Shipping has drawn up a 12-point plan to enable crew changes around the world as the coronavirus pandemic forces lockdowns and travel restrictions. The document sets out the responsibility of governments, ship-owners, transport providers and seafarers, and provides a framework for procedures that can be adopted world-wide to ensure that trade can keep flowing and seafarers can be relieved, the International Chamber of Shipping (ICS) said in a statement. The International Maritime Organization’s secretary general Kitack Lim has endorsed the recommendations. ICS secretary general Guy Platten says that if we are unable to free our seafarers from lockdown, we could start to see disruption to trade and more importantly we increase the risk of accident and occurrences of mental health issues. Repatriation has been the biggest concern for the sector with calls by flag states, union, shipping associations, charities and non-governmental bodies for governments to deem seafarers key workers exempting them from travel restrictions.

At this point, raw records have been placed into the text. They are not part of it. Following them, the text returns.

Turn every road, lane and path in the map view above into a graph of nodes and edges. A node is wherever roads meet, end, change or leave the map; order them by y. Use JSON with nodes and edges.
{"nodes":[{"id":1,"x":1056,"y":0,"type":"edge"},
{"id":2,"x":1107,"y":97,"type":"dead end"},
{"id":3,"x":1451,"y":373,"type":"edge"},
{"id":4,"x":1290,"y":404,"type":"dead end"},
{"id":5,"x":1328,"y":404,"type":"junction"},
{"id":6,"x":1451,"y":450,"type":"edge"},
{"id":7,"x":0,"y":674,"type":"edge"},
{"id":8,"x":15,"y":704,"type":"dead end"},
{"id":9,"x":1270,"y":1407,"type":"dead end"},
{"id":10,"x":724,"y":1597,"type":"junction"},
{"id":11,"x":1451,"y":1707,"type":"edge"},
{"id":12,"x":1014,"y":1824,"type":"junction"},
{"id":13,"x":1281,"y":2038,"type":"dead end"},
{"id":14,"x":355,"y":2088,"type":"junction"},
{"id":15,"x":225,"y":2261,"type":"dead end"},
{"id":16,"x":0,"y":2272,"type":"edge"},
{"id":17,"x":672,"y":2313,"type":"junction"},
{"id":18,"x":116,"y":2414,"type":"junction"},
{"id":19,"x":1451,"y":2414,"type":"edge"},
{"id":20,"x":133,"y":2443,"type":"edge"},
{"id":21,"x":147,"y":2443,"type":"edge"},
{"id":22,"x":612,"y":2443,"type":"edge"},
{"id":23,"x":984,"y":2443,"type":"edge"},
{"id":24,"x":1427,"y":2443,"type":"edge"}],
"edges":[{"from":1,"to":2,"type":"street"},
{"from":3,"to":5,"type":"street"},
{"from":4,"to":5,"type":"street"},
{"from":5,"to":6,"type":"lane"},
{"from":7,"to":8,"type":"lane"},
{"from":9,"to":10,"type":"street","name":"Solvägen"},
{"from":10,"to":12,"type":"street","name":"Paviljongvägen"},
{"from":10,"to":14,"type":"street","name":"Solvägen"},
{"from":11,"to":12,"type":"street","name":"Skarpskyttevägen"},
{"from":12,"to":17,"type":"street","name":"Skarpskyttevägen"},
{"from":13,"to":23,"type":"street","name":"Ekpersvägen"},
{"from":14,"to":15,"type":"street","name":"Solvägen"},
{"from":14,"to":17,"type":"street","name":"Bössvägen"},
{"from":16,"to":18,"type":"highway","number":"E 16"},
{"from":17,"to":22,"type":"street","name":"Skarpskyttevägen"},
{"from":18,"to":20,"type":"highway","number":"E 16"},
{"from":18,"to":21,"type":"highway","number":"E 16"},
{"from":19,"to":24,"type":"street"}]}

Read more: ICS | IMO | Lloyd’s List1 | Lloyd’s List2

New gate program designed to improve truck turn times at LA’s Pier 300

Fenix Marine Services has launched a new “auto in-gate” program at its Pier 300 facility in Los Angeles. The terminal operator says it could dramatically improve operational efficiency and truck turn times at the manually operated terminal. In a test of the program, the capacity of each gate lane was doubled, and trucker queue times improved by 84%. Fenix CEO Sean Pierce said he expects those metrics can be maintained as auto-gate moves into full implementation, especially when a new artificial intelligence (AI) is added this summer. The pre-filed information on the trucks and drivers will expedite truck processing at the gates, and the AI component will enhance the terminal’s rubber-tire gantry (RTG) operations in the container yard. Pierce said the “auto in-gate” is not an automation program but rather a digitization of gate process in which the data exchanged between truckers and terminal enables Fenix Marine to better process trucks at the gates and within the container yard. AI will further shorten truck turn times by enabling Fenix to electronically advise truck dispatchers as to the best times to schedule appointments for driver, according to a general manager of Fenix Marine.

Read more: JOC

Cosco lifts unit revenue even as volumes drop

Cosco Shipping was able to maintain pricing power in the first quarter even as container volumes began dropping due to the fallout from the COVID-19. As one of the first carriers to declare first quarter results, the Cosco report bodes well for the wider liner industry’s ability to weather COVID-19 by quickly adjusting supply to demand. Group revenue of U$ 5.1 billion was up almost 3% in the first quarter year over year, with revenue per TEU across all trades improving by U$ 43 to U$ 949 per TEU, Cosco Shipping Holdings said. The carrier grew its intra-Asia volume to 1.14 million TEU in the first quarter, up almost 2% year over year. But overall volume fell across the group’s container shipping business, with the 5.6 million TEU handled in the first quarter representing a decrease of 4.67% year over year.